Intuitive insights, however, are of no use to physics unless they can be formulated in a consistent mathematical framework, supplemented by an interpretation in plain language. Abstraction is a crucial feature of this framework. It consists, as mentioned before, of a system of concepts and symbols which constitute a map of reality. This map represents only some features of reality; we do not know exactly which these are, since we started compiling our map gradually and without critical analysis in our childhood. The words of our language are thus not clearly defined. They have several meanings, many of which pass only vaguely through our mind and remain largely in our subconscious when we hear a word.
The inaccuracy and ambiguity of our language is essential for poets who work largely with its subconscious layers and associations. Science, on the other hand, aims for clear definitions and unambiguous connections, and therefore it abstracts language further by limiting the meaning of its words and by standardizing its structure, in accordance with the rules of logic. The ultimate abstraction takes place in mathematics where words are replaced by symbols and where the operations of connecting the symbols are rigorously defined. In this way, scientists can condense information into one equation, i.e. into one single line of symbols, for which they would need several pages of ordinary writing.

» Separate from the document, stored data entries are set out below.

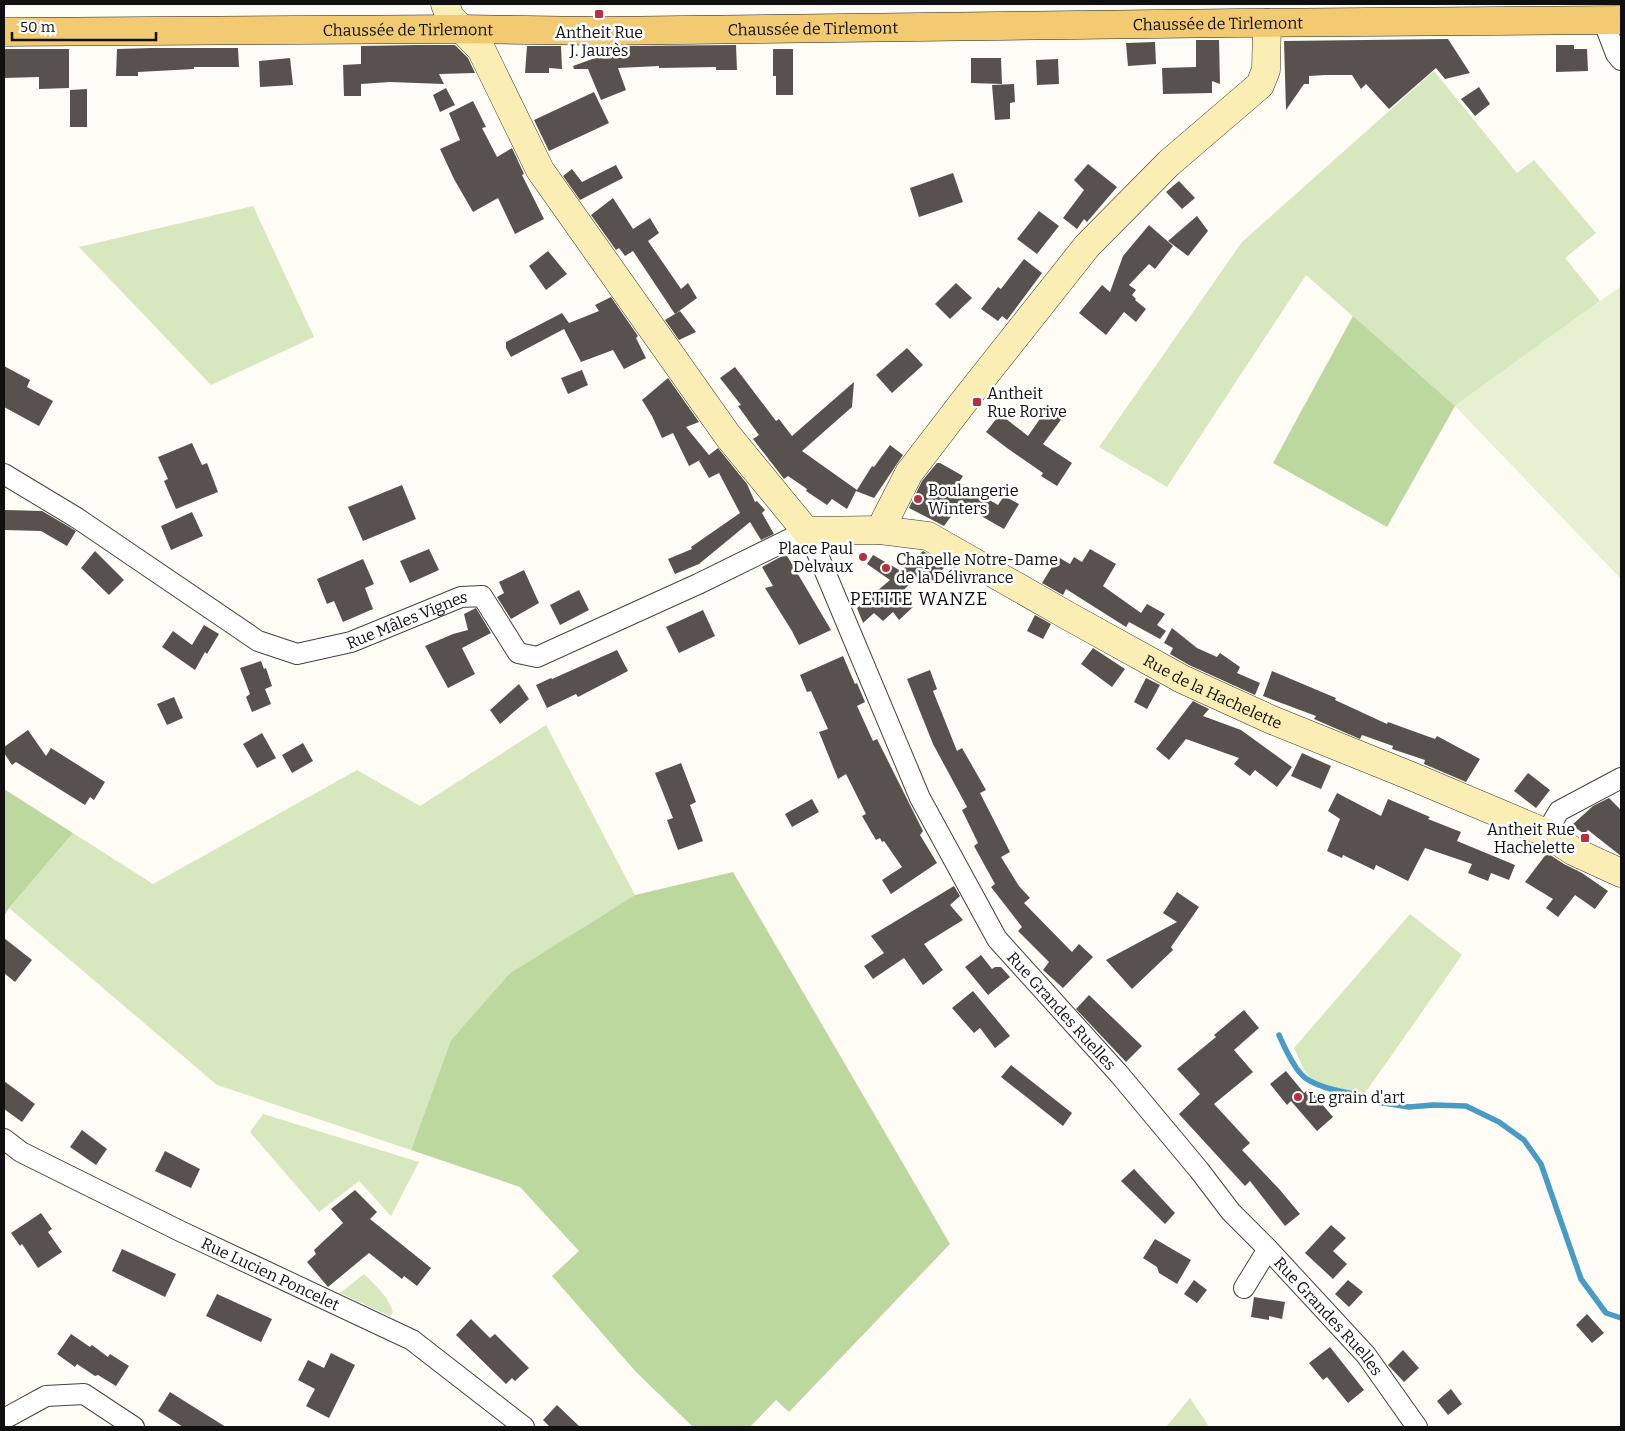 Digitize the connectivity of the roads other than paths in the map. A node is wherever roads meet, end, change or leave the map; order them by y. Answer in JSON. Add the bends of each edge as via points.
{"nodes":[{"id":1,"x":445,"y":4,"type":"edge"},
{"id":2,"x":1612,"y":20,"type":"edge"},
{"id":3,"x":1267,"y":23,"type":"junction"},
{"id":4,"x":461,"y":28,"type":"junction"},
{"id":5,"x":4,"y":32,"type":"edge"},
{"id":6,"x":1621,"y":60,"type":"edge"},
{"id":7,"x":4,"y":474,"type":"edge"},
{"id":8,"x":880,"y":530,"type":"junction"},
{"id":9,"x":806,"y":531,"type":"junction"},
{"id":10,"x":1621,"y":778,"type":"edge"},
{"id":11,"x":1546,"y":833,"type":"junction"},
{"id":12,"x":1621,"y":873,"type":"edge"},
{"id":13,"x":4,"y":1139,"type":"edge"},
{"id":14,"x":1268,"y":1248,"type":"junction"},
{"id":15,"x":1244,"y":1288,"type":"dead end"},
{"id":16,"x":4,"y":1419,"type":"edge"},
{"id":17,"x":134,"y":1427,"type":"edge"},
{"id":18,"x":524,"y":1427,"type":"edge"},
{"id":19,"x":1417,"y":1427,"type":"edge"}],
"edges":[{"from":1,"to":4,"type":"street","via":[[450,17]]},
{"from":2,"to":3,"type":"main road","name":"Chaussée de Tirlemont"},
{"from":2,"to":6,"type":"street","via":[[1616,54]]},
{"from":3,"to":4,"type":"main road","name":"Chaussée de Tirlemont","via":[[600,31]]},
{"from":3,"to":8,"type":"street","via":[[1266,70],[1260,85],[1169,163],[1087,246],[909,474]]},
{"from":4,"to":5,"type":"main road","name":"Chaussée de Tirlemont"},
{"from":4,"to":9,"type":"street","via":[[481,49],[540,170],[728,436]]},
{"from":7,"to":9,"type":"street","name":"Rue Mâles Vignes","via":[[77,518],[258,641],[297,654],[352,642],[461,597],[482,596],[518,653],[537,657]]},
{"from":8,"to":9,"type":"street","name":"Rue de la Hachelette"},
{"from":8,"to":11,"type":"street","name":"Rue de la Hachelette","via":[[928,536],[1182,679],[1272,720]]},
{"from":9,"to":14,"type":"street","name":"Rue Grandes Ruelles","via":[[920,798],[997,939],[1119,1074],[1231,1212]]},
{"from":10,"to":11,"type":"street","via":[[1559,810]]},
{"from":11,"to":12,"type":"street","name":"Rue de la Hachelette","via":[[1573,851]]},
{"from":13,"to":18,"type":"street","name":"Rue Lucien Poncelet","via":[[21,1152],[180,1231],[412,1340]]},
{"from":14,"to":15,"type":"street"},
{"from":14,"to":19,"type":"street","name":"Rue Grandes Ruelles","via":[[1366,1354]]},
{"from":16,"to":17,"type":"street","via":[[46,1396],[84,1394]]}]} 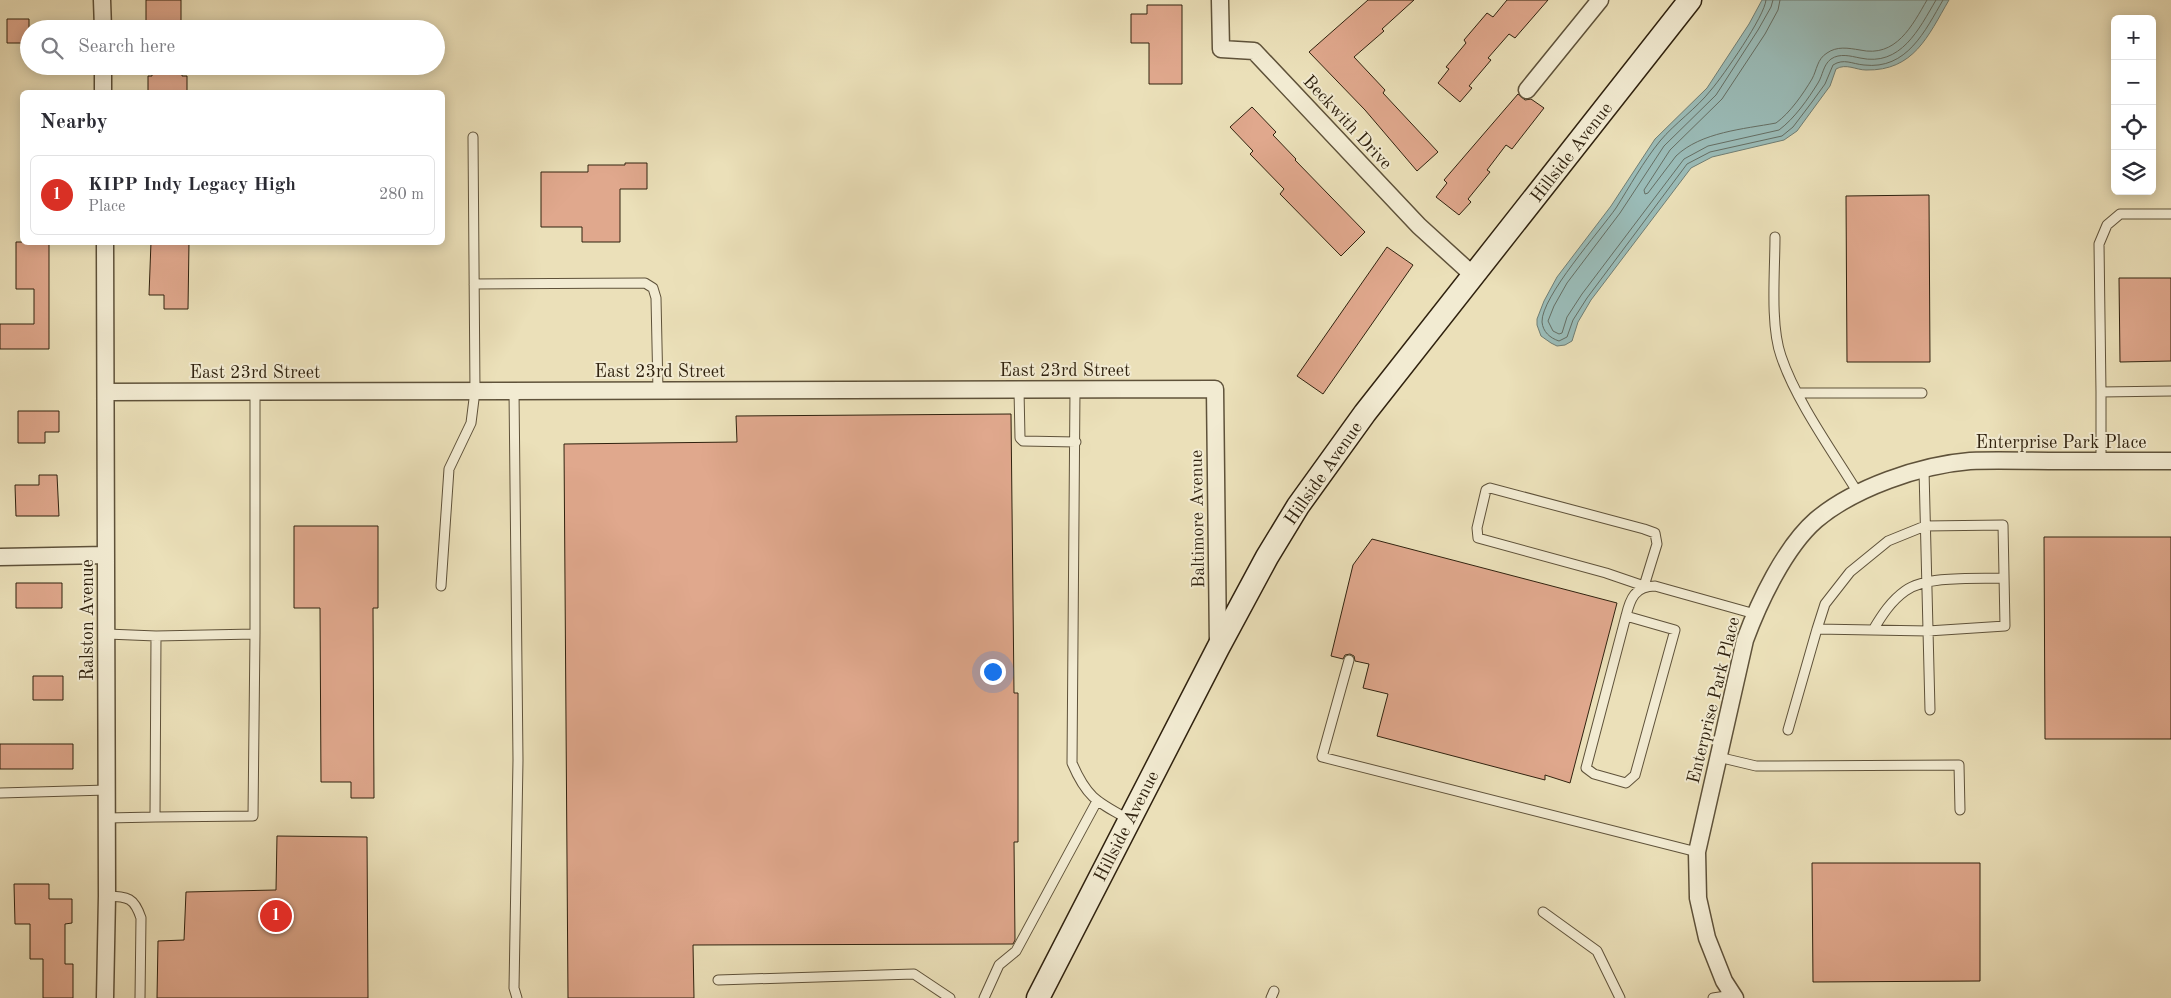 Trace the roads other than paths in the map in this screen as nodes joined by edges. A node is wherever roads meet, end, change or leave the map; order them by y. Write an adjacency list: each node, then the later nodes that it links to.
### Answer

The view that mathematics is nothing but an extremely abstracted and compressed language does not go unchallenged. Many mathematicians, in fact, believe that mathematics is not just a language to describe nature, but is inherent in nature itself. The originator of this belief was Pythagoras who made the famous statement ‘All things are numbers’ and developed a very special kind of mathematical mysticism. Pythagorean philosophy thus introduced logical reasoning into the domain of religion, a development which, according to Bertrand Russell, was decisive for Western religious philosophy:
The combination of mathematics and theology, which began with Pythagoras, characterized religious philosophy in Greece, in the Middle Ages, and in modern times down to Kant … In Plato, St Augustine, Thomas Aquinas, Descartes, Spinoza and Leibniz there is an intimate blending of religion and reasoning, of moral aspiration with logical admiration of what is timeless, which comes from Pythagoras, and distinguishes the intellectualized theology of Europe from the more straightforward mysticism of Asia.7
The ‘more straightforward mysticism of Asia’ would, of course, not adopt the Pythagorean view of mathematics. In the Eastern view, mathematics, with its highly differentiated and well defined structure, must be seen as part of our conceptual map and not as a feature of reality itself. Reality, as experienced by the mystic, is completely indeterminate and undifferentiated.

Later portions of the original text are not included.